Prevention, that is, the prevention of diseases, functional disorders, and deviations in personality development, is implemented through educational and psychological measures that eliminate the causes of occurrence. The mechanisms include a complex psycho-hygienic and psycho-prophylactic rationale for the educational process (Andriets & Andriets, 2017). The use of health-saving teaching methods and the creation of a comfortable psychological climate are integral parts of creating a psychologically healthy society.

Correctional work includes various methods and means to eliminate and minimize physical, psychological, and moral deviations in development from the norm. The rehabilitation function aims to restore lost personal property, that is, what was before, but lost for one reason or another. (Wolpow et al., 2009). The corrective function focuses on overcoming the backlog, identifying problems, and eliminating violations, for example, in behavior, defects, and anomalies (Wolpow et al., 2009).

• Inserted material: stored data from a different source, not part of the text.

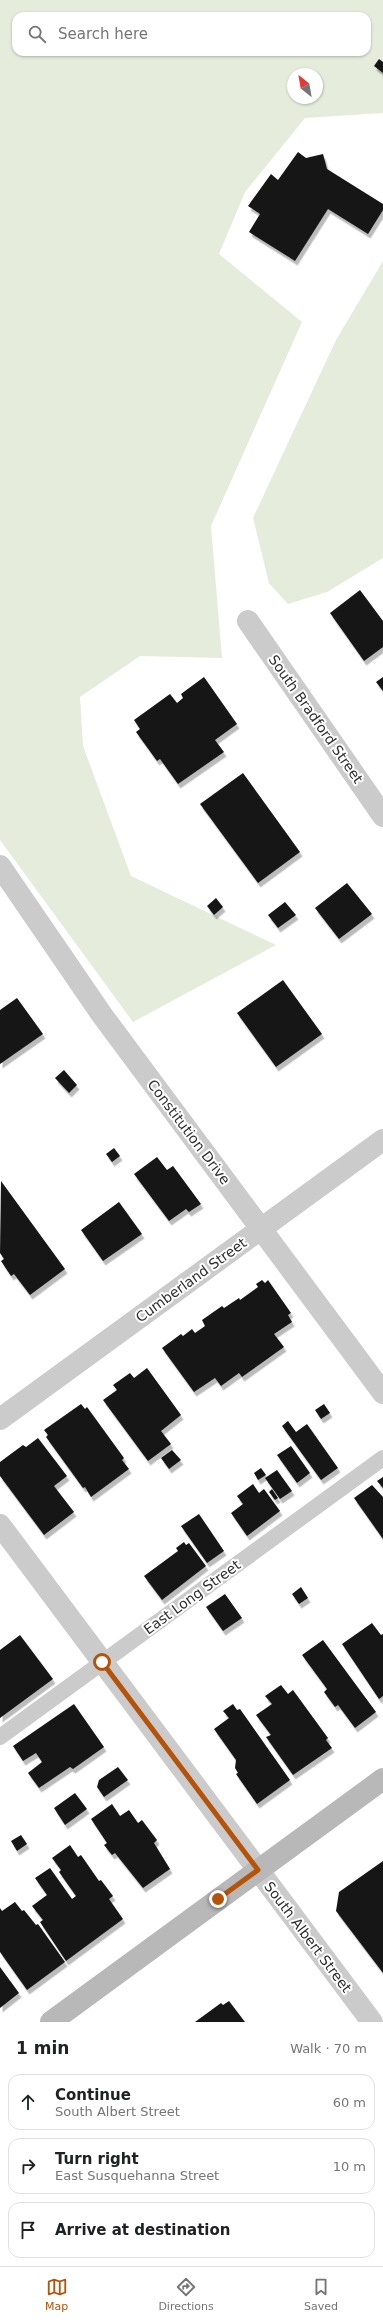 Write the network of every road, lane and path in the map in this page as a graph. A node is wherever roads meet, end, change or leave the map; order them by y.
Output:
1 (248, 621) dead end
2 (382, 814) edge
3 (0, 866) edge
4 (383, 1140) edge
5 (260, 1230) junction
6 (383, 1393) edge
7 (0, 1419) edge
8 (383, 1458) edge
9 (0, 1525) edge
10 (102, 1662) junction
11 (0, 1737) edge
12 (383, 1779) edge
13 (258, 1870) junction
14 (56, 2020) edge
15 (372, 2022) edge

1 - 2 street, South Bradford Street
3 - 5 street, Constitution Drive
4 - 5 street, Cumberland Street
5 - 6 street, Constitution Drive
5 - 7 street, Cumberland Street
8 - 10 lane, East Long Street
9 - 10 street, South Albert Street
10 - 11 lane, East Long Street
10 - 13 street, South Albert Street
12 - 13 main road
13 - 14 main road
13 - 15 street, South Albert Street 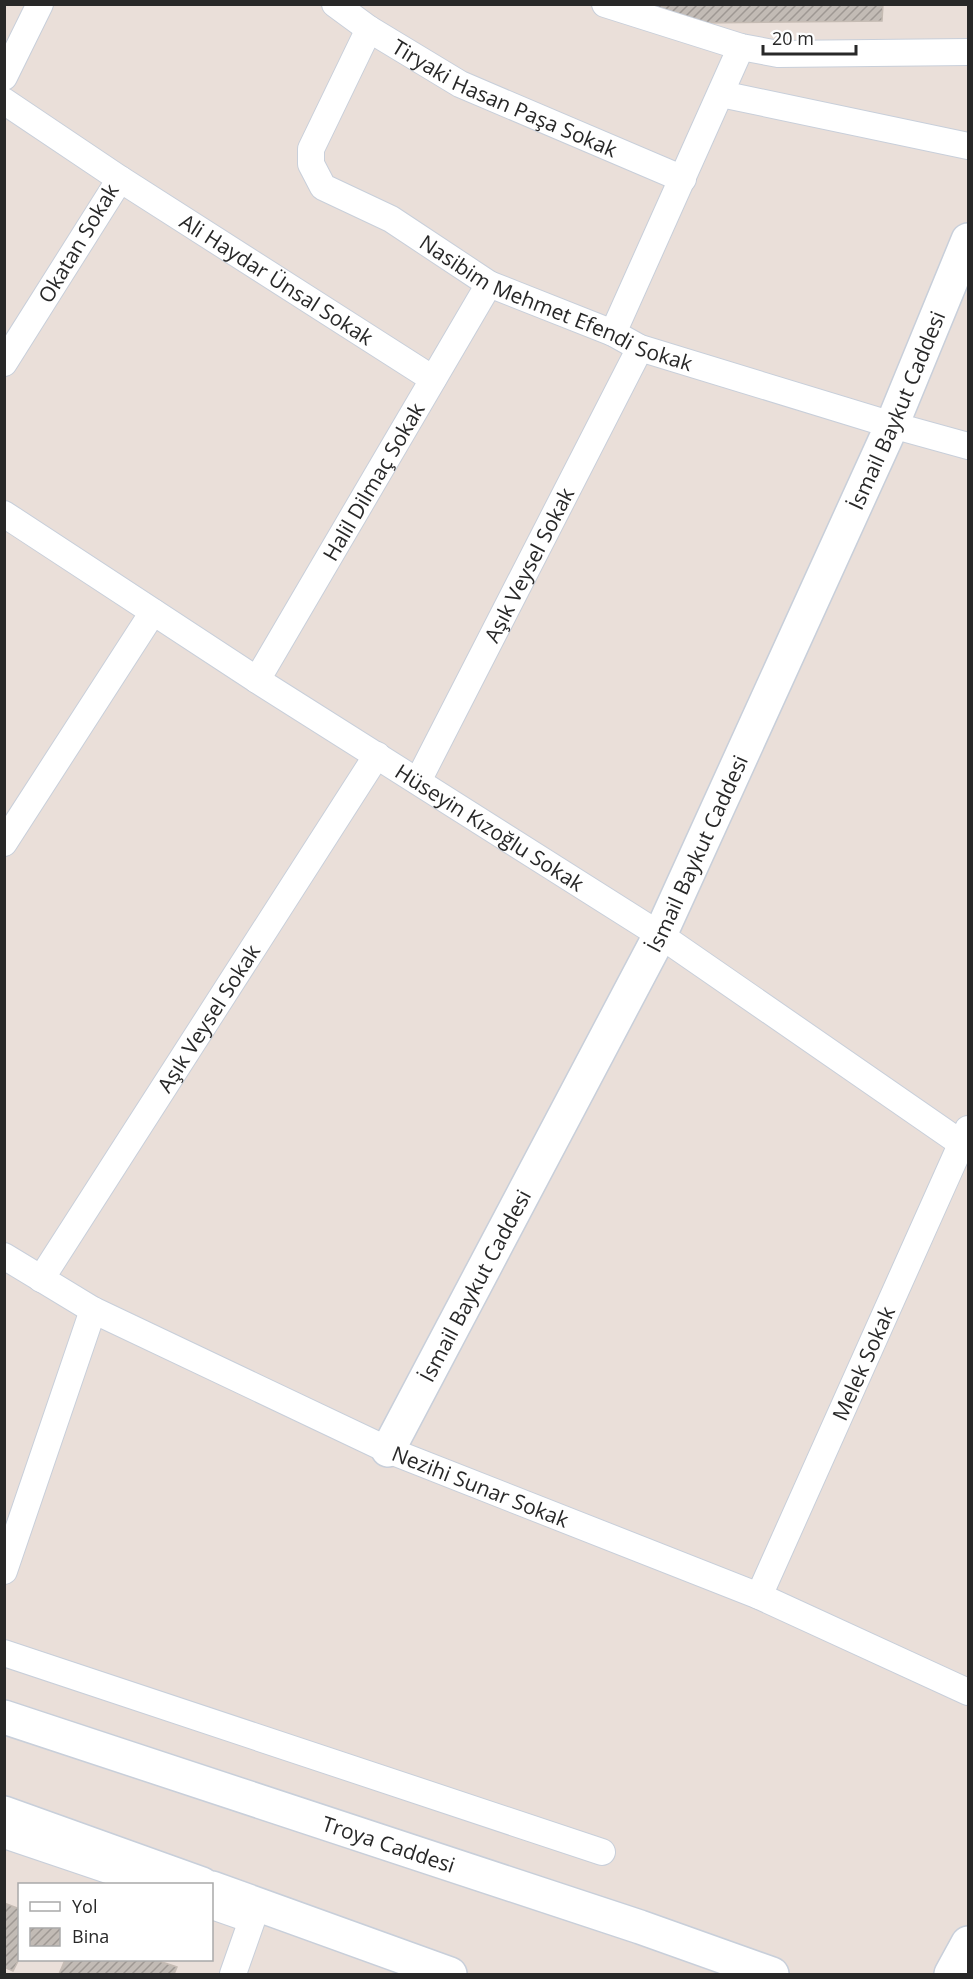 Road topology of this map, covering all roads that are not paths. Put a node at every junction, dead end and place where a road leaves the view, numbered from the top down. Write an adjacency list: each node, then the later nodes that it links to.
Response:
1 (40, 4): 7 (street)
2 (335, 4): 4 (street, Tiryaki Hasan Paşa Sokak)
3 (605, 4): 5 (street)
4 (369, 29): 12 (street, Tiryaki Hasan Paşa Sokak); 14 (street, Nasibim Mehmet Efendi Sokak)
5 (741, 47): 6 (street); 8 (street)
6 (969, 52)
7 (4, 77)
8 (721, 94): 10 (street); 12 (street)
9 (4, 101): 11 (street, Okatan Sokak)
10 (969, 146)
11 (120, 179): 17 (street, Okatan Sokak); 18 (street, Ali Haydar Ünsal Sokak)
12 (683, 179): 15 (street)
13 (969, 240): 19 (street, İsmail Baykut Caddesi)
14 (489, 284): 15 (street, Nasibim Mehmet Efendi Sokak); 18 (street, Halil Dilmaç Sokak)
15 (613, 333): 16 (street, Nasibim Mehmet Efendi Sokak)
16 (640, 348): 19 (street, Nasibim Mehmet Efendi Sokak); 25 (street, Aşık Veysel Sokak)
17 (4, 363)
18 (434, 379): 23 (street, Halil Dilmaç Sokak)
19 (892, 425): 20 (street, Nasibim Mehmet Efendi Sokak); 27 (street, İsmail Baykut Caddesi)
20 (969, 446)
21 (4, 514): 22 (street, Hüseyin Kızoğlu Sokak)
22 (153, 612): 23 (street, Hüseyin Kızoğlu Sokak); 26 (street)
23 (257, 680): 24 (street, Hüseyin Kızoğlu Sokak)
24 (377, 755): 25 (street, Hüseyin Kızoğlu Sokak); 30 (street, Aşık Veysel Sokak)
25 (418, 781): 27 (street, Hüseyin Kızoğlu Sokak)
26 (4, 843)
27 (660, 935): 28 (street, Hüseyin Kızoğlu Sokak); 32 (street, İsmail Baykut Caddesi)
28 (966, 1140): 34 (street, Melek Sokak)
29 (4, 1256): 30 (street, Nezihi Sunar Sokak)
30 (41, 1279): 31 (street, Nezihi Sunar Sokak)
31 (93, 1310): 32 (street, Nezihi Sunar Sokak); 33 (street)
32 (388, 1450): 34 (street, Nezihi Sunar Sokak)
33 (4, 1571)
34 (759, 1596): 36 (street, Nezihi Sunar Sokak)
35 (4, 1653): 40 (street)
36 (969, 1692)
37 (4, 1717): 48 (street, Troya Caddesi)
38 (4, 1813): 42 (street)
39 (4, 1835): 41 (street)
40 (602, 1852)
41 (146, 1883)
42 (199, 1883)
43 (213, 1888): 47 (street)
44 (213, 1906): 46 (street)
45 (969, 1942): 49 (street)
46 (233, 1974)
47 (450, 1974)
48 (772, 1974)
49 (951, 1974) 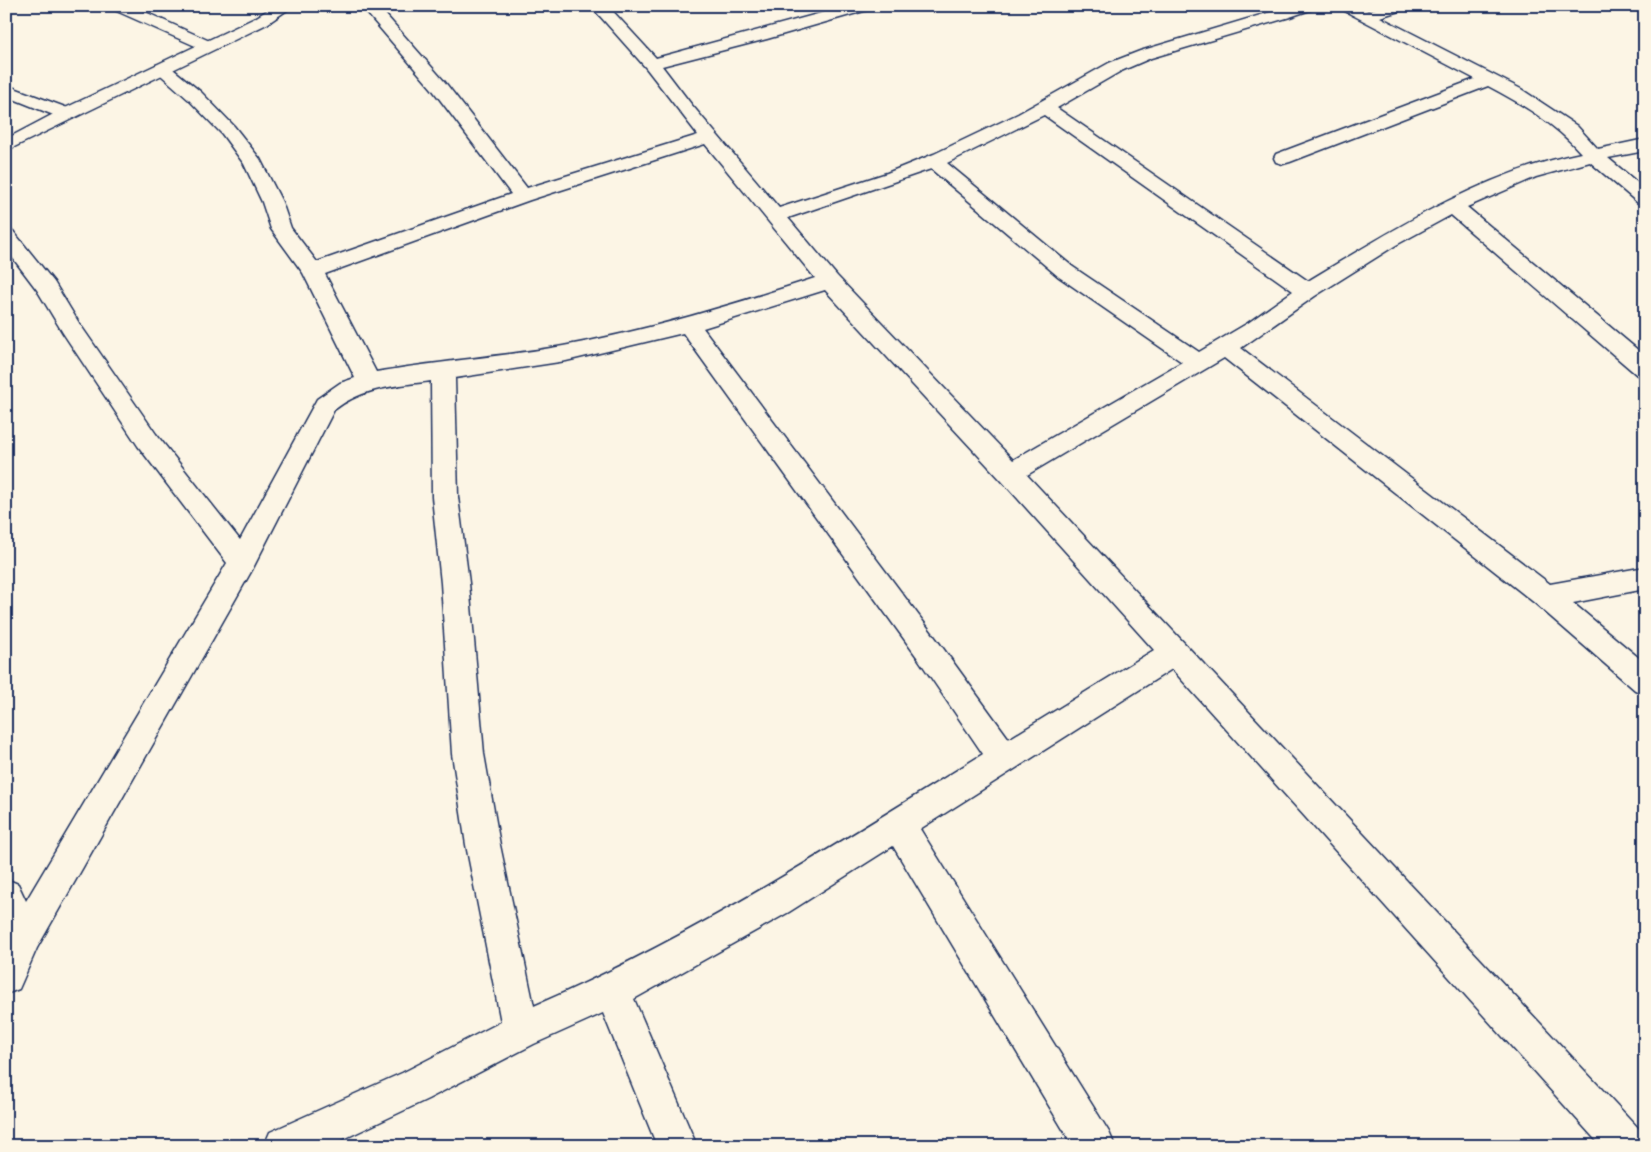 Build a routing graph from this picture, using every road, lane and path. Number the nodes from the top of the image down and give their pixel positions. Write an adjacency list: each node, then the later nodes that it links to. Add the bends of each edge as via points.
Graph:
1 (118, 6): 10 (street)
2 (285, 6): 10 (street)
3 (369, 6): 23 (street, via 438,85)
4 (599, 6): 11 (street)
5 (865, 6): 11 (street)
6 (1307, 6): 15 (street, via 1124,63)
7 (1347, 6): 9 (street)
8 (1399, 6): 9 (street)
9 (1367, 16): 13 (street)
10 (208, 46): 12 (street)
11 (652, 64): 17 (street)
12 (162, 69): 16 (street); 28 (street, via 195,96 228,130 253,163 281,229)
13 (1488, 80): 20 (street, via 1550,115 1570,130); 21 (street)
14 (6, 90): 16 (street)
15 (1044, 107): 22 (street); 30 (street)
16 (67, 114): 19 (street)
17 (709, 137): 23 (street); 26 (street)
18 (1645, 145): 20 (street)
19 (6, 146)
20 (1593, 155): 24 (street); 25 (street, via 1529,173)
21 (1283, 158)
22 (933, 161): 26 (street); 33 (street, via 1066,272)
23 (523, 196): 28 (street)
24 (1645, 199)
25 (1453, 206): 30 (street); 34 (street)
26 (775, 216): 29 (street)
27 (6, 235): 38 (street, via 46,286 147,440)
28 (313, 272): 36 (street)
29 (830, 281): 31 (street); 37 (street)
30 (1308, 291): 32 (street)
31 (689, 325): 35 (street, via 521,362); 43 (street, via 911,625)
32 (1225, 347): 33 (street); 40 (street)
33 (1199, 363): 37 (street)
34 (1645, 369)
35 (443, 371): 36 (street); 49 (street, via 445,497 468,754)
36 (369, 382): 38 (street, via 345,390 324,405)
37 (1010, 473): 41 (street)
38 (242, 562): 46 (street)
39 (1645, 578): 40 (street)
40 (1546, 596): 42 (street)
41 (1174, 652): 43 (street); 53 (street)
42 (1645, 681)
43 (1004, 758): 44 (street)
44 (899, 824): 48 (street, via 777,900); 52 (street)
45 (6, 896): 46 (street)
46 (25, 936): 47 (street)
47 (6, 976)
48 (612, 990): 49 (street); 51 (street)
49 (521, 1031): 50 (street, via 416,1086)
50 (286, 1145)
51 (676, 1146)
52 (1095, 1146)
53 (1628, 1146)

Therefore, the essence of the correctional function is to overcome harmful properties, that is, what has been formed or acquired, but contradicts personal and social needs.

In general, education plays an important role in the process of eliminating psychological traumas, especially childhood ones and creating an adequate social system, namely, teachers and their influence on students. The goal of rehabilitation pedagogy and psychology is to create a comfortable space around students (Spirina et al., 2020). The activities of the teacher and curator should be aimed at restoring students’ confidence in their abilities to create a situation of success. In addition, it is important to create a diverse worldview for children, which will increase tolerance not only within the educational institution but throughout the world.

Conclusion

While studying the course, I learned many aspects of the origin, development, and treatment of various psychological traumas. I think it is essential to have a general definition of it, which implies an important event for the individual, affecting significant aspects of its existence and leading to profound psychological experiences. I was aware that there are different mechanisms for forming traumatic experiences. However, because of the course, I received much new knowledge regarding childhood and intergenerational traumas. It seems that this is important information in connection with the fact that it will help to choose the most appropriate solution to the individual’s problem. In addition, many psychological traumas must be resolved not only by the individual but by the whole society. Therefore, such knowledge affects the field of psychology, as well as many other interdisciplinary areas. During the course, we explored various options for diagnostic, preventive, and rehabilitative procedures, which are as important as general knowledge about various types of distress. In this way, I gained a lot of new knowledge regarding the design of a learning environment to find the right approach to a traumatized child and contribute to developing a mentally healthy society.